Cassander, filho de Antipater & # 8217s, era famoso por assassinar a esposa de Alexandre, Roxana, e único sucessor, Alexandre IV, bem como seu filho ilegítimo Hércules. Ele também ordenou a morte de Olímpia, a mãe de Alexandre.

Cassandro se casou com a irmã de Alexandre, Tessalônica, para fortalecer sua reivindicação real enquanto ele lutava principalmente pela Grécia e pelo reino da Macedônia. Por fim, ele se tornou rei da Macedônia de 305 a 297 AEC, quando morreu de hidropisia. Seus filhos Filipe, Alexandre e Antípatro mostraram-se herdeiros incapazes e não conseguiram manter o reino de seu pai, que logo passou para as mãos dos Antigônidas.

Cassandro fundou cidades importantes como Tessalônica e Cassandreia. Ele também reconstruiu Tebas, que havia sido arrasada por Alexandre.

Lisímaco

Alexandre (anverso) e Atenas (reverso), tetradracma de prata emitido sob Lisímaco, 305-281 AC, Museu Britânico

Lisímaco era um grande amigo de Filipe II, o pai de Alexandre. Mais tarde, ele se tornou guarda-costas de Alexandre durante sua campanha contra o Império Aquemênida. Ele fundou a cidade de Lysimachia.

Após a morte de Alexandre, Lisímaco governou a Trácia. Após a batalha de Ipsos, ele expandiu seu território, que agora incluía a Trácia, a parte norte da Ásia Menor, a Lídia, a Jônia e a Frígia.

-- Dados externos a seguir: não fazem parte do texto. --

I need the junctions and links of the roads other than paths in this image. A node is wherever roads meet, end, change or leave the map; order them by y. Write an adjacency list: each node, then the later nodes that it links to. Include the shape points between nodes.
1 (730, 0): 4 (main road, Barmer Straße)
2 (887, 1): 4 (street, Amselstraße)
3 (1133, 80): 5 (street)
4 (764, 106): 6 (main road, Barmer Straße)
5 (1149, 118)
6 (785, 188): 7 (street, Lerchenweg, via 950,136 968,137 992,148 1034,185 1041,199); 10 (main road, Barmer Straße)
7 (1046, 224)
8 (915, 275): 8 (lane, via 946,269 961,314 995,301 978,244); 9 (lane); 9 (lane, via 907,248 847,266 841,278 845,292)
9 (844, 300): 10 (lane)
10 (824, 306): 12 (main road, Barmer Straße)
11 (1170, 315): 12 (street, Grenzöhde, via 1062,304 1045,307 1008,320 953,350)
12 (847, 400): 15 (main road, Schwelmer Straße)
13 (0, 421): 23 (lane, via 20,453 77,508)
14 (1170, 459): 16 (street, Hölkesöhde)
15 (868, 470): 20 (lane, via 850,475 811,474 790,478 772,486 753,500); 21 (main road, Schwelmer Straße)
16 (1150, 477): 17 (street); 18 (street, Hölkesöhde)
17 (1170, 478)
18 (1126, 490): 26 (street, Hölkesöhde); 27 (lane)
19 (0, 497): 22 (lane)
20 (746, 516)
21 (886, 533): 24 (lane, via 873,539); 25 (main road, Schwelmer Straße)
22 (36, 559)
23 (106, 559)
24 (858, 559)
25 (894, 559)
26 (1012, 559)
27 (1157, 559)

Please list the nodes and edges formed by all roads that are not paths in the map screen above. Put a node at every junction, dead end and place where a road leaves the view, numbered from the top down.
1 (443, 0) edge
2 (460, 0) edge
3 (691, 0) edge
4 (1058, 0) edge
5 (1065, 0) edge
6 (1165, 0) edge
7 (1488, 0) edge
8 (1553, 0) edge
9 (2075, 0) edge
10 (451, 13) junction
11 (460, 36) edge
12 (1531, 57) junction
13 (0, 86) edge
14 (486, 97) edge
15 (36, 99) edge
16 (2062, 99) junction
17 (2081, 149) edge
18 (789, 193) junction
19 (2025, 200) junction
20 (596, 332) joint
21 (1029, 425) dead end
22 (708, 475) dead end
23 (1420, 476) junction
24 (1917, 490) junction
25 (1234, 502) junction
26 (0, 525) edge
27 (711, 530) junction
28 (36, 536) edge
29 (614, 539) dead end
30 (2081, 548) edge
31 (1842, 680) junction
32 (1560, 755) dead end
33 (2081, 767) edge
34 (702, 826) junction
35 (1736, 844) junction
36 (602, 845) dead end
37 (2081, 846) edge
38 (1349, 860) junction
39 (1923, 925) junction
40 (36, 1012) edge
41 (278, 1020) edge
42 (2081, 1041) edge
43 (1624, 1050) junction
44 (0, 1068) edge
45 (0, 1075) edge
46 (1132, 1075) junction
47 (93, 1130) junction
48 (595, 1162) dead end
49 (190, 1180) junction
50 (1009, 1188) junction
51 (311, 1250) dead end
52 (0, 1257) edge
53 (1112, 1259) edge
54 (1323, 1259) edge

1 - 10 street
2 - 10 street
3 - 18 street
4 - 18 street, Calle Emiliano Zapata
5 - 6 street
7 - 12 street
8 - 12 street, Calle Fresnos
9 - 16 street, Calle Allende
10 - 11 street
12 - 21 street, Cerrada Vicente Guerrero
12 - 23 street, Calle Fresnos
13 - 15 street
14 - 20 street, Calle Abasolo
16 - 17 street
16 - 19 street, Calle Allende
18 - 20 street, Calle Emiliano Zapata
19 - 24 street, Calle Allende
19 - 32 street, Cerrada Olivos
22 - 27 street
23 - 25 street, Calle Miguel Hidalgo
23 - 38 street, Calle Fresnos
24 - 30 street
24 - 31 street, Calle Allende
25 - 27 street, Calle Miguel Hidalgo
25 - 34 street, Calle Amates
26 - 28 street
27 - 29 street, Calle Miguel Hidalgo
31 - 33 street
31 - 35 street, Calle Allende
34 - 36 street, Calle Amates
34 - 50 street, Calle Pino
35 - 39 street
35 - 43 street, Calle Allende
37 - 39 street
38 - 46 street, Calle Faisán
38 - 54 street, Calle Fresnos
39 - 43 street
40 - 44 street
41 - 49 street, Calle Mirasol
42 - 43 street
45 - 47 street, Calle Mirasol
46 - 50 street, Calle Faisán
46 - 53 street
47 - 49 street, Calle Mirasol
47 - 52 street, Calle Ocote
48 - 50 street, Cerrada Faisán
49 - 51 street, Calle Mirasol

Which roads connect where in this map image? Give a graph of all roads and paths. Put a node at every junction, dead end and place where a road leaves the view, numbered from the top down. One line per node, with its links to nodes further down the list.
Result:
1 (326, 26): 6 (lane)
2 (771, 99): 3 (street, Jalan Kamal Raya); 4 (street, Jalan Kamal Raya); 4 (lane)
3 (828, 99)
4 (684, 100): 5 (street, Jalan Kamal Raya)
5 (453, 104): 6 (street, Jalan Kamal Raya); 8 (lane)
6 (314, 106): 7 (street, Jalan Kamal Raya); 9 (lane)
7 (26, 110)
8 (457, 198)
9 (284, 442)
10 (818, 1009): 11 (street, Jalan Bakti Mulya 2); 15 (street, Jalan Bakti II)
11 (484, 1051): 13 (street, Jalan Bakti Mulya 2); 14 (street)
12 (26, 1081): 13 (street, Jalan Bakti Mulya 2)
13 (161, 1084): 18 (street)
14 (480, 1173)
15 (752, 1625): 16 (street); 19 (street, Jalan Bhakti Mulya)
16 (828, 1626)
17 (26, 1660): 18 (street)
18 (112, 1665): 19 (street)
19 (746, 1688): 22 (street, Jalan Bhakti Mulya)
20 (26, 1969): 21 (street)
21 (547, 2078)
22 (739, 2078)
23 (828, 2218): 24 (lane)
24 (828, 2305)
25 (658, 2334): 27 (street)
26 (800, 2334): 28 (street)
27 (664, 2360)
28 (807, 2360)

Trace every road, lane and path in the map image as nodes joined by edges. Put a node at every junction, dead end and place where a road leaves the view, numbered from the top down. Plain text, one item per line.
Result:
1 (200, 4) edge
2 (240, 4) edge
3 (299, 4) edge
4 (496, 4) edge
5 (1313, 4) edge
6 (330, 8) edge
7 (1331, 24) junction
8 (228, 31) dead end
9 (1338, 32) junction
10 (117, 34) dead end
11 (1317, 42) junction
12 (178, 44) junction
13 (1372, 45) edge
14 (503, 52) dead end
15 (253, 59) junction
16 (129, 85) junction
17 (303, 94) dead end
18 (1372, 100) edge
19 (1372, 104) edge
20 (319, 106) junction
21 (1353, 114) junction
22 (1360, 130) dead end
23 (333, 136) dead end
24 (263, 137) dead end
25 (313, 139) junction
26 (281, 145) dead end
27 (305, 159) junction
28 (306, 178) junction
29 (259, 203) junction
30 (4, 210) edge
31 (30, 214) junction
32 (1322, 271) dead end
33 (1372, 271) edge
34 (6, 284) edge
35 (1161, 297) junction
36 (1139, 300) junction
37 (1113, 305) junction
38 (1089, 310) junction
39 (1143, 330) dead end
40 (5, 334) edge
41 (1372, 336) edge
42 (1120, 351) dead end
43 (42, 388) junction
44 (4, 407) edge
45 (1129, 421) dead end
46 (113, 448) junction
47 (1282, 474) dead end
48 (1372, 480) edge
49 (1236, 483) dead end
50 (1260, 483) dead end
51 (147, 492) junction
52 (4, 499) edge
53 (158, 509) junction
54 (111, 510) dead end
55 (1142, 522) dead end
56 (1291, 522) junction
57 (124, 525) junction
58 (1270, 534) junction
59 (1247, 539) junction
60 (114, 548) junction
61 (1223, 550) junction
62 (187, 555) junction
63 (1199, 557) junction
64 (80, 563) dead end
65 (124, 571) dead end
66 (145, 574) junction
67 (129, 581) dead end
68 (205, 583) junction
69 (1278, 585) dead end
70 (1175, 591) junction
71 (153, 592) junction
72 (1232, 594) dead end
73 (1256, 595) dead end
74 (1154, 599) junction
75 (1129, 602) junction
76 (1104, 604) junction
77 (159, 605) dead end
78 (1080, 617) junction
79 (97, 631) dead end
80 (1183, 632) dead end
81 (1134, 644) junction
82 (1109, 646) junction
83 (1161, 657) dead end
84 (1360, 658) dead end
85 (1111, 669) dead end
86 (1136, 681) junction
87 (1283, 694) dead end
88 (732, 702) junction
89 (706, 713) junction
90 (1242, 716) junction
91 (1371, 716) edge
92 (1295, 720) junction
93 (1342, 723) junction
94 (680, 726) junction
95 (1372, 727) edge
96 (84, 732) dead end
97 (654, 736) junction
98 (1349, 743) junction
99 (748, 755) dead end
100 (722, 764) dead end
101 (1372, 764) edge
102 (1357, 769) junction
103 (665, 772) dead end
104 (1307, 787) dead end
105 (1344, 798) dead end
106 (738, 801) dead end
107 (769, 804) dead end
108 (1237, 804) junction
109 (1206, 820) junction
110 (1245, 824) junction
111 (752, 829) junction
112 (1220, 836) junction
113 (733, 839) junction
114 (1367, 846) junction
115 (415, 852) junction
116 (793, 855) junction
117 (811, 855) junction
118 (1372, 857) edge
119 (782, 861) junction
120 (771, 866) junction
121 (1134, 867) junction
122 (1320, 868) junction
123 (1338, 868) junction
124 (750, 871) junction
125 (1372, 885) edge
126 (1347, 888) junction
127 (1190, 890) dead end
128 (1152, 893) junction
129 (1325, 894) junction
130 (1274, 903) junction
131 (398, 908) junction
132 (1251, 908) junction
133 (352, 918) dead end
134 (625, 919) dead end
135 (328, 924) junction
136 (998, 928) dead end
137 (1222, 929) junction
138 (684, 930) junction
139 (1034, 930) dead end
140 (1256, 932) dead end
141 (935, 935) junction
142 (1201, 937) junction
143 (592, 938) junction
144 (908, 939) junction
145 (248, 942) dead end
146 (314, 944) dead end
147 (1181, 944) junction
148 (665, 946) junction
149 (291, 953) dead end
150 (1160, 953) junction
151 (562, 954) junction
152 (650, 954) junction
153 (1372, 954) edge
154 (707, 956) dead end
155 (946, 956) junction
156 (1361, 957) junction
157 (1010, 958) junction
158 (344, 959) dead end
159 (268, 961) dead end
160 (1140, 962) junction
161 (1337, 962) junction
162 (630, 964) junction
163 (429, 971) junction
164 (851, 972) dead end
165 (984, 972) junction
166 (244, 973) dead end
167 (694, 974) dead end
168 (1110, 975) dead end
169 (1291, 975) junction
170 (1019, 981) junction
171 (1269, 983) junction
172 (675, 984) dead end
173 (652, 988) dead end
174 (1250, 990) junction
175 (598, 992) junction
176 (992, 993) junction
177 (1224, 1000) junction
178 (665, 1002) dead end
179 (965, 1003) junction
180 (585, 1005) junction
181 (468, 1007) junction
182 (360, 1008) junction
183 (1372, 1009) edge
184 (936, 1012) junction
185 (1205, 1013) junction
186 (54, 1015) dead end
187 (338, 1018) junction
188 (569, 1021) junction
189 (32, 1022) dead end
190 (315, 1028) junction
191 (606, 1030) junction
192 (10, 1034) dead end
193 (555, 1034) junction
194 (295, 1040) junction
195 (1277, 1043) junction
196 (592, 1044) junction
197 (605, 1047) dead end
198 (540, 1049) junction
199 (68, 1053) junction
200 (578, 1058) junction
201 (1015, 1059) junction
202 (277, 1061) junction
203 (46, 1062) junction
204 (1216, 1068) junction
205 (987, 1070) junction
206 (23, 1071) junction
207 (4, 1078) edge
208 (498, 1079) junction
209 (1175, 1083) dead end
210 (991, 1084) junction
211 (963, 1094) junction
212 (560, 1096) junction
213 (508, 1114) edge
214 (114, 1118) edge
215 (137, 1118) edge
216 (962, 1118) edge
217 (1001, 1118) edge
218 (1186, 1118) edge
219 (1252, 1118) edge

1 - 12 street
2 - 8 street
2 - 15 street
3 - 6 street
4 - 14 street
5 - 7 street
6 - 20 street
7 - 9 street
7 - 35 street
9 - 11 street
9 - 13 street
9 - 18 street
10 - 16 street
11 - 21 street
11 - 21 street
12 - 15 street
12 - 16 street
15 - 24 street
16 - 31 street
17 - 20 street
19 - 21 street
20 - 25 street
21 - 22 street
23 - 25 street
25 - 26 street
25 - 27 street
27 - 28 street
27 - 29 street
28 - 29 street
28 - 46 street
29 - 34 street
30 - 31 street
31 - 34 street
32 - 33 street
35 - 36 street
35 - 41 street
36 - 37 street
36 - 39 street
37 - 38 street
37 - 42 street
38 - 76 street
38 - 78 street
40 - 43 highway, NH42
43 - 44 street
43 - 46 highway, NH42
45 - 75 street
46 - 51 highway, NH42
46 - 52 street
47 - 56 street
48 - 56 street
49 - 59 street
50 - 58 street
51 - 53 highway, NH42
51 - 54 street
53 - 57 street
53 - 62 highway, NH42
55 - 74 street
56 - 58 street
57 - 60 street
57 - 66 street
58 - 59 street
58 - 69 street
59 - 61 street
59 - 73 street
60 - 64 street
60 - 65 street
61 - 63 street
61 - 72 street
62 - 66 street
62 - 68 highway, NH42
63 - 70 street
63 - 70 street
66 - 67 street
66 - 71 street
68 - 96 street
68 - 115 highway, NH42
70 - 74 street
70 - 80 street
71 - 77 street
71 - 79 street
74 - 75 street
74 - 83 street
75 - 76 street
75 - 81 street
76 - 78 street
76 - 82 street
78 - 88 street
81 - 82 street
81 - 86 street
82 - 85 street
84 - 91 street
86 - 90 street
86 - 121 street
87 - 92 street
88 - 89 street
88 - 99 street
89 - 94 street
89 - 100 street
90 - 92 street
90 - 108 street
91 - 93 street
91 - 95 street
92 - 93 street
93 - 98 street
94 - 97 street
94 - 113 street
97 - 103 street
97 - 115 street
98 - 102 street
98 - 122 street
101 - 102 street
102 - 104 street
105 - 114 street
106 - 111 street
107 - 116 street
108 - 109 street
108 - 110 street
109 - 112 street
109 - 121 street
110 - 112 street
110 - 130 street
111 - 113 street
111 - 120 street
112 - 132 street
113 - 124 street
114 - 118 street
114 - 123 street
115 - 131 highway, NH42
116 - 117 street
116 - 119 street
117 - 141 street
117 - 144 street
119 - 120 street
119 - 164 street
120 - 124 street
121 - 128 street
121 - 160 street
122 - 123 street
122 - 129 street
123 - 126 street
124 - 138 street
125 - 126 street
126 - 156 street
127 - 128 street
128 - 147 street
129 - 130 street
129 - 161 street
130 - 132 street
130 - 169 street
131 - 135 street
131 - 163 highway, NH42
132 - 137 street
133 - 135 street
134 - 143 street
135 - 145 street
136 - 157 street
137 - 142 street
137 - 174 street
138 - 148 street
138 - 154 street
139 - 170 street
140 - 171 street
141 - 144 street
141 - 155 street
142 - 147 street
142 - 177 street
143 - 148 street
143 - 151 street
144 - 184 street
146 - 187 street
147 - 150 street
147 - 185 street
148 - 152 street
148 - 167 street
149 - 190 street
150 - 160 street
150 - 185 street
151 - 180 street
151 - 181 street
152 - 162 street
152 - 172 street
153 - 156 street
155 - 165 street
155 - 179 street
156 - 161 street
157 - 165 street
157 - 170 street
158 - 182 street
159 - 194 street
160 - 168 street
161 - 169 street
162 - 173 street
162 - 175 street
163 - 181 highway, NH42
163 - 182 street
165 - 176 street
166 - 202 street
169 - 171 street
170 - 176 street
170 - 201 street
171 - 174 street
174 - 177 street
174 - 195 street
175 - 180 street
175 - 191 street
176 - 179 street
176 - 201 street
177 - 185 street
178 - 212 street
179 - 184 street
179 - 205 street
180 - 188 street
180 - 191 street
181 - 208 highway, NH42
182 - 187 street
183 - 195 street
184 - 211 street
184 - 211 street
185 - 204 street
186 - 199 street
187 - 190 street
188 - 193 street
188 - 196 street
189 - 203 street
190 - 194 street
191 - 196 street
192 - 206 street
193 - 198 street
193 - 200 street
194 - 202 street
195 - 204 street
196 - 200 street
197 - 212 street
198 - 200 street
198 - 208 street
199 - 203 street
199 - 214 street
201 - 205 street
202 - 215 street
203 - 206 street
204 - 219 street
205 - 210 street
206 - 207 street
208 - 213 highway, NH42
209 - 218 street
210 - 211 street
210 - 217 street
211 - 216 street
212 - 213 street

No final de sua vida, sua terceira esposa, Arsinoe II, que queria assegurar a sucessão de seu próprio filho no trono, forçou Lisímaco a matar seu filho primogênito, Agátocles. Este assassinato causou a revolta dos súditos de Lisímaco. Seleuco aproveitou a situação invadida e matou Lisímaco na batalha de Coropédio em 281 aC.

Moeda com Seleuco I, ca 304-294 AC, Museu Metropolitano de Arte Moeda com Ptolomeu I, emitida sob Ptolomeu II, 277-6 AC, Museu Britânico Cabeça com chifres de Pan, emitida sob Antígono II Gonatas, ca. 274 / 1-260 / 55 aC, por meio de leilões de patrimônio. Reinos dos sucessores de Alexandre: após a Batalha de Ipsus, Biblioteca do Congresso

A era dos diadochi de Alexandre, o Grande, foi uma das páginas mais sangrentas da história grega. Uma série de generais ambiciosos tentou assegurar partes do império de Alexandre & # 8217, levando à criação dos Reinos que moldaram o Mundo Helenístico. Este foi um período de intriga, traição e sangue.


Alexandre IV

Alexandre IV (323-310): filho de Alexandre, o Grande.

Quando Alexandre, o Grande, morreu em 11 de junho de 323 AEC na Babilônia, ele foi sucedido como rei da Macedônia e do antigo Império Aquemênida por seu irmão Arridaeus, que aceitou o nome do trono Filipe. No entanto, o novo rei era mentalmente incapaz de governar e a influência de seu regente, Pérdicas, era imensa.

Mesmo assim, ele pode ter ficado um pouco desapontado. Durante a primeira reunião dos generais macedônios, ele propôs não escolher um rei, mas esperar (texto). Afinal, a rainha Roxane, uma senhora iraniana, estava grávida e, se ela deu à luz um filho, ele foi o melhor sucessor. Claro, isso teria dado a Pérdicas ainda mais poder, mas ele encontrou muita resistência para alcançar esse objetivo. Poucos macedônios queriam servir a um rei meio-sangue. Não muito depois, Roxane deu à luz um filho, que recebeu o nome de seu pai: Alexandre.

Durante seus primeiros anos, o menino, sua mãe e o rei Filipe Arridaeus estiveram na companhia de Pérdicas, que tentou manter o império unido (Primeira Guerra Diadoch), mas foi em 320 assassinado por seus oficiais quando não conseguiu derrotar Ptolomeu , que se tornou independente no Egito. Em Triparadisus (Baalbek?), A família real recebeu um novo guardião, Antipater, que levou a realeza para a Macedônia e morreu logo depois (319).

Não está claro qual era a posição de Alexandre neste momento. Fontes gregas o chamam de rei, mas todos foram escritos muito depois dos eventos, e seria uma novidade constitucional se a Macedônia tivesse dois reis. Talvez seja melhor confiar nas fontes contemporâneas da Babilônia, na qual apenas Filipe Arridaeus é chamado de rei. Seja como for, enquanto Alexandre era uma criança, o verdadeiro homem encarregado era seu regente: Pérdicas, Antípatro, ou o homem nomeado por Antípatro, Poliperconte.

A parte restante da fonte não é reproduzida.